▸ WORK TO COMPLETE:
Scan the material and copy every line in which "highway" appears.

▸ DATA FOR PROCESSING:
########################################

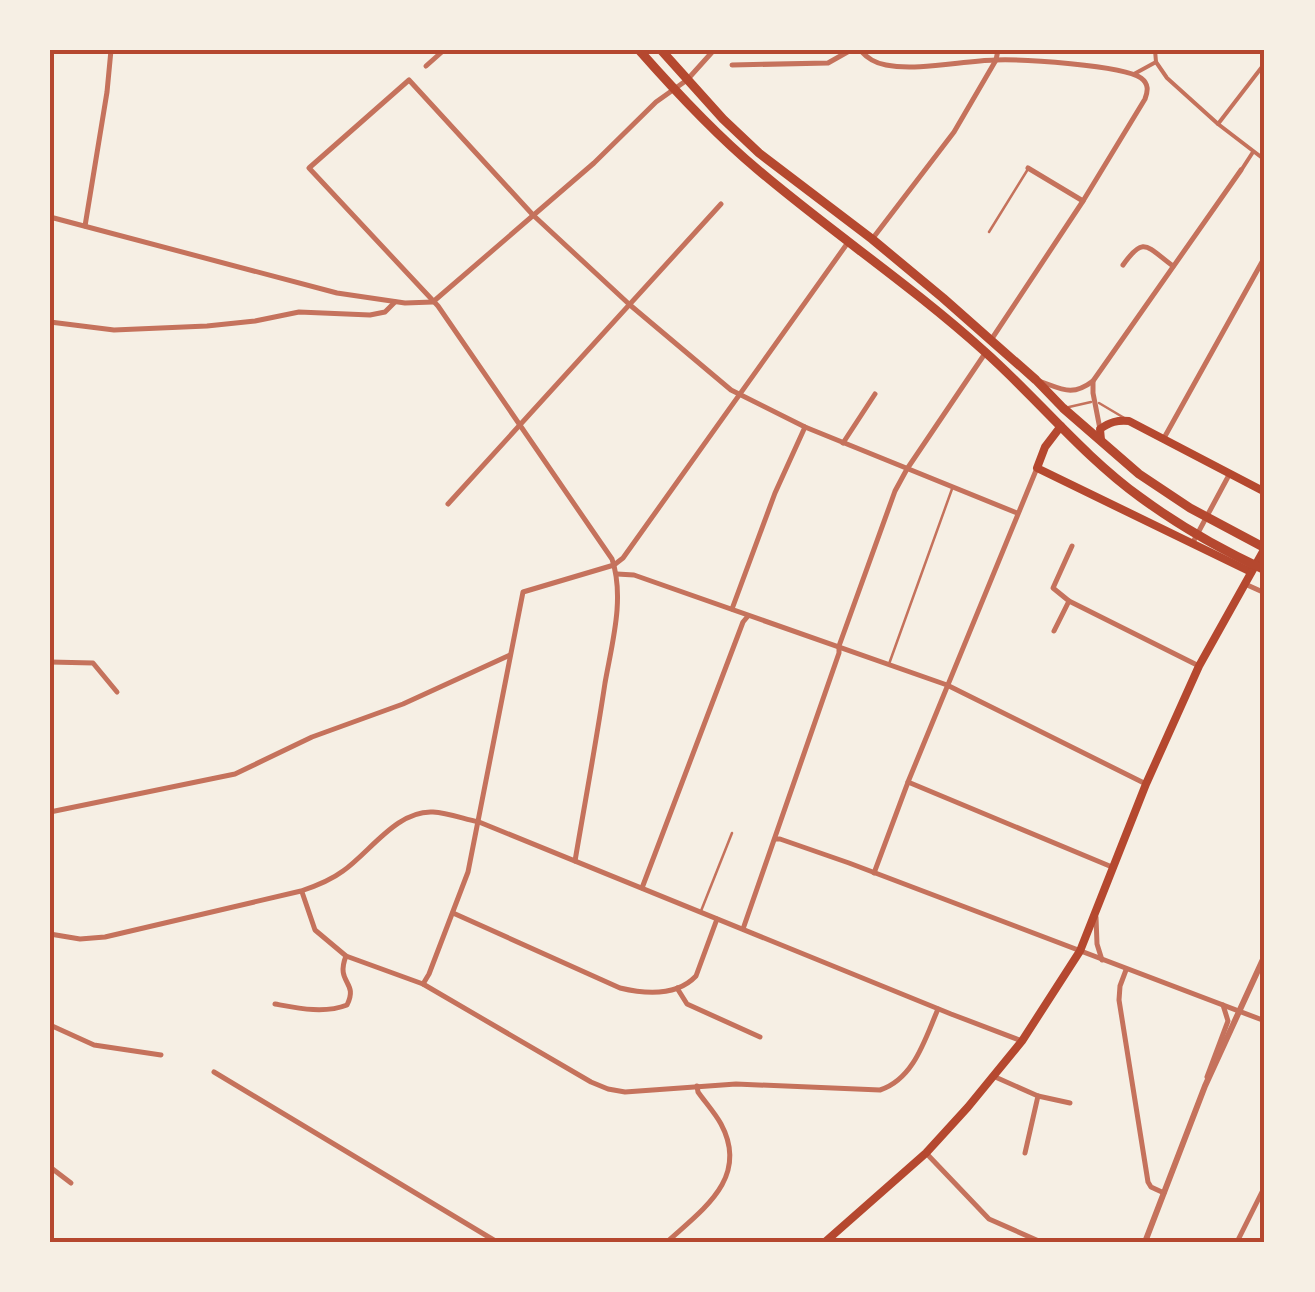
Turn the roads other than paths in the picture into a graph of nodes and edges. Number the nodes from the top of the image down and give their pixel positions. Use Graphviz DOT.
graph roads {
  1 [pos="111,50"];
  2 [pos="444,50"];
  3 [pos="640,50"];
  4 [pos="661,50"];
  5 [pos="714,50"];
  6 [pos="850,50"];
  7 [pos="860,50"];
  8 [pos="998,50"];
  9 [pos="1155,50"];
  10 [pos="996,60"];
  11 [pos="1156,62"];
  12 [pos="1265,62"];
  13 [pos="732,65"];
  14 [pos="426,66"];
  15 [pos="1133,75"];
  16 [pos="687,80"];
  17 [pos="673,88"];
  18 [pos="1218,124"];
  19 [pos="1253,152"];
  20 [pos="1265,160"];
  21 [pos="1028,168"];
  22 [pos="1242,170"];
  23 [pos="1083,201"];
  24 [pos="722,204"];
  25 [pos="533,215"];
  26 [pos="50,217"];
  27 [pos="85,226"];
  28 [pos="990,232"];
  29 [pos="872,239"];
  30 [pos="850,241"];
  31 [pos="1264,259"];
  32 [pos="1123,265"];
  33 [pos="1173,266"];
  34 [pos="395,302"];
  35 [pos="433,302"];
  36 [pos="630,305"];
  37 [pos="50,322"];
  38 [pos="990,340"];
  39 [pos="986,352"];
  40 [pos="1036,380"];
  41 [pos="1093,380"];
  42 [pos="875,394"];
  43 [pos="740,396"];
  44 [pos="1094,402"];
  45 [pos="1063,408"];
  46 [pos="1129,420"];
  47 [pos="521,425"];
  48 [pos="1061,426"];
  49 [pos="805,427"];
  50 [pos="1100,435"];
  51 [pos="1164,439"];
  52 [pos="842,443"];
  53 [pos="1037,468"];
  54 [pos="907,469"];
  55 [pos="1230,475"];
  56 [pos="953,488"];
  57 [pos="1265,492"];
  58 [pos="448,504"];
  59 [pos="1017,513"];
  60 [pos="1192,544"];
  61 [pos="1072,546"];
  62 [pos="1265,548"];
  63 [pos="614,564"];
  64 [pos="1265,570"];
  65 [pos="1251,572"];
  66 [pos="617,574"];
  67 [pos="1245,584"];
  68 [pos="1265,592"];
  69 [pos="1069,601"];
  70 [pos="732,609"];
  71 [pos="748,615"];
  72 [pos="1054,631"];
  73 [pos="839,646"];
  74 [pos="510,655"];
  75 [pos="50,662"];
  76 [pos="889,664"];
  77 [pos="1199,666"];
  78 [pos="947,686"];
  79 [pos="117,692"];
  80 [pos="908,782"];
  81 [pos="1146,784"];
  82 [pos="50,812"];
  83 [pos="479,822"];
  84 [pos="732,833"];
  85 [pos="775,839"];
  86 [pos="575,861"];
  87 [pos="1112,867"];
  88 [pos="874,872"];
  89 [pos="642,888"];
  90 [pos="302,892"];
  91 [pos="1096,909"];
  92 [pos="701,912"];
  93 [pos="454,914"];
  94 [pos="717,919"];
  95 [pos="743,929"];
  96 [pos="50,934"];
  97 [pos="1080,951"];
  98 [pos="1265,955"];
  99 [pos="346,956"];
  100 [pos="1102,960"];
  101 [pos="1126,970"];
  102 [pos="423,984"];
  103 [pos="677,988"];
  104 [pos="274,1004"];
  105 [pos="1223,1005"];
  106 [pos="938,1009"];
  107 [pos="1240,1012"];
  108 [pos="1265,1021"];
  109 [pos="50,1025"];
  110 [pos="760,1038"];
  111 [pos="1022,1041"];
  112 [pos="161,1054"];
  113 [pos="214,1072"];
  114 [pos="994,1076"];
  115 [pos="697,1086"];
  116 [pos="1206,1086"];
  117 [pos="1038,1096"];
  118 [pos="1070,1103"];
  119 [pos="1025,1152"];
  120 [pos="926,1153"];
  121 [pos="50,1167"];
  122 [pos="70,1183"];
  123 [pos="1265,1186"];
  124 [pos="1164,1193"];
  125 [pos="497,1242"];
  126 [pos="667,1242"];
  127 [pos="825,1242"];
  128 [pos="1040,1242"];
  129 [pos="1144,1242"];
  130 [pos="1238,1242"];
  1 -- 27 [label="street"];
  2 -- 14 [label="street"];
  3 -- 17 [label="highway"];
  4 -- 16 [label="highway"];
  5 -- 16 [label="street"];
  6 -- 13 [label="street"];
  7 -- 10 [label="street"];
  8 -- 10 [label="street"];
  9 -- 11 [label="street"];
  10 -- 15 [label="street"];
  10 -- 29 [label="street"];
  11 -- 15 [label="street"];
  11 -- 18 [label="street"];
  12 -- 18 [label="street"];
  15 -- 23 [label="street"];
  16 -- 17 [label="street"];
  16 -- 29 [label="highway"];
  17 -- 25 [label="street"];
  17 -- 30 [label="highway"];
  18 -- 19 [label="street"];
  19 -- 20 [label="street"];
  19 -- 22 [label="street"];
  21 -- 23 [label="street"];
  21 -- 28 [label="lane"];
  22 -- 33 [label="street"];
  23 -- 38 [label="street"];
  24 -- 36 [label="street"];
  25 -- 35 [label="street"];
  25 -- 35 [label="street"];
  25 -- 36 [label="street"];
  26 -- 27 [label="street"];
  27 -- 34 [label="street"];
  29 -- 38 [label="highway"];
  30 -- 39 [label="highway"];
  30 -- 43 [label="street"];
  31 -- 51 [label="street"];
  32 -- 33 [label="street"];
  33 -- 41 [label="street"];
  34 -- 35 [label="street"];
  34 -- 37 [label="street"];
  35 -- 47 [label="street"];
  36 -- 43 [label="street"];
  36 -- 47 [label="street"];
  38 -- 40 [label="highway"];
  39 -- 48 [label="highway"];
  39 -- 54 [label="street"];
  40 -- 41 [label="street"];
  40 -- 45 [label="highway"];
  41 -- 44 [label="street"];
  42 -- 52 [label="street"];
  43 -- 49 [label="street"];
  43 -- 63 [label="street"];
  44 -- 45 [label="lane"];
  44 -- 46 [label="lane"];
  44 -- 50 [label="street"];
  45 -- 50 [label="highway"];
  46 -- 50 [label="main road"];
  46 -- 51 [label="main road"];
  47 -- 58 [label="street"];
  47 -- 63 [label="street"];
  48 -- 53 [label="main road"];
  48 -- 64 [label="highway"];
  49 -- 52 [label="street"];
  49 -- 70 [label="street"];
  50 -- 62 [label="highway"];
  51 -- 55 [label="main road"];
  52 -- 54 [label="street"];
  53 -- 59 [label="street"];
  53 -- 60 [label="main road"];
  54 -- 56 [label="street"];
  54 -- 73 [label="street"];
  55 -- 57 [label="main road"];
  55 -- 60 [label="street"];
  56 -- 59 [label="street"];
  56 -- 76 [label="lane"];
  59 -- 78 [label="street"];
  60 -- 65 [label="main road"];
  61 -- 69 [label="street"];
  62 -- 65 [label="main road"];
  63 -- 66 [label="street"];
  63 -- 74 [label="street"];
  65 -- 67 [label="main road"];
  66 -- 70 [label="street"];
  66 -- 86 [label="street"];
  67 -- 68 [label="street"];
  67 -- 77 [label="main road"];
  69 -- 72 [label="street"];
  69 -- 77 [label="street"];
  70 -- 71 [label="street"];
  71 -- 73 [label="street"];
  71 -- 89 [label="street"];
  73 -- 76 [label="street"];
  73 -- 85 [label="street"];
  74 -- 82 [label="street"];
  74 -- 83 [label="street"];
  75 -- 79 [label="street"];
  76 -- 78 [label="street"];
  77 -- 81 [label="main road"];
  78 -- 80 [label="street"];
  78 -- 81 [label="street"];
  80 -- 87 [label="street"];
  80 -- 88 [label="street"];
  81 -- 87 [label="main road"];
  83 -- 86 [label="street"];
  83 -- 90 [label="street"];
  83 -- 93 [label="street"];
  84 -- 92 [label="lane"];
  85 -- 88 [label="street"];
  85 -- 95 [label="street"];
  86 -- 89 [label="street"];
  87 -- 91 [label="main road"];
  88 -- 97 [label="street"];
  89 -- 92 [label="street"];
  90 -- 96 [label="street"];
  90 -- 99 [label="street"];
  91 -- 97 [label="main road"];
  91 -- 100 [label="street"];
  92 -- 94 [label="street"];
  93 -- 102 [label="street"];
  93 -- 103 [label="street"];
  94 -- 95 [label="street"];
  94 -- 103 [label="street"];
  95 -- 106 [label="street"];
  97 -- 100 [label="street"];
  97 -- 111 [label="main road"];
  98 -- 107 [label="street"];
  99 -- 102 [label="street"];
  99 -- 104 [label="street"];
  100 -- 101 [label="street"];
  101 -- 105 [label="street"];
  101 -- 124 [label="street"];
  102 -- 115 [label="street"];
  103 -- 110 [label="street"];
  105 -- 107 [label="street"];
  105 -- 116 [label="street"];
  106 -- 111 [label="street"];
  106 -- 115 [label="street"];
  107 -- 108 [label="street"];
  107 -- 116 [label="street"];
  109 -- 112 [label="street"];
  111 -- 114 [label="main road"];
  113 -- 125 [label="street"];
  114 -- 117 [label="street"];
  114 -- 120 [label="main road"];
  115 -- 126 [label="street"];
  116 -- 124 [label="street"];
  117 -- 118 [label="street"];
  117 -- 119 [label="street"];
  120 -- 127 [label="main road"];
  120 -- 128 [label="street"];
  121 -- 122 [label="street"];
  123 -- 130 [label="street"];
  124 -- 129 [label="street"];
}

########################################

▸ ANSWER FOR THIS EXERCISE:
  3 -- 17 [label="highway"];
  4 -- 16 [label="highway"];
  16 -- 29 [label="highway"];
  17 -- 30 [label="highway"];
  29 -- 38 [label="highway"];
  30 -- 39 [label="highway"];
  38 -- 40 [label="highway"];
  39 -- 48 [label="highway"];
  40 -- 45 [label="highway"];
  45 -- 50 [label="highway"];
  48 -- 64 [label="highway"];
  50 -- 62 [label="highway"];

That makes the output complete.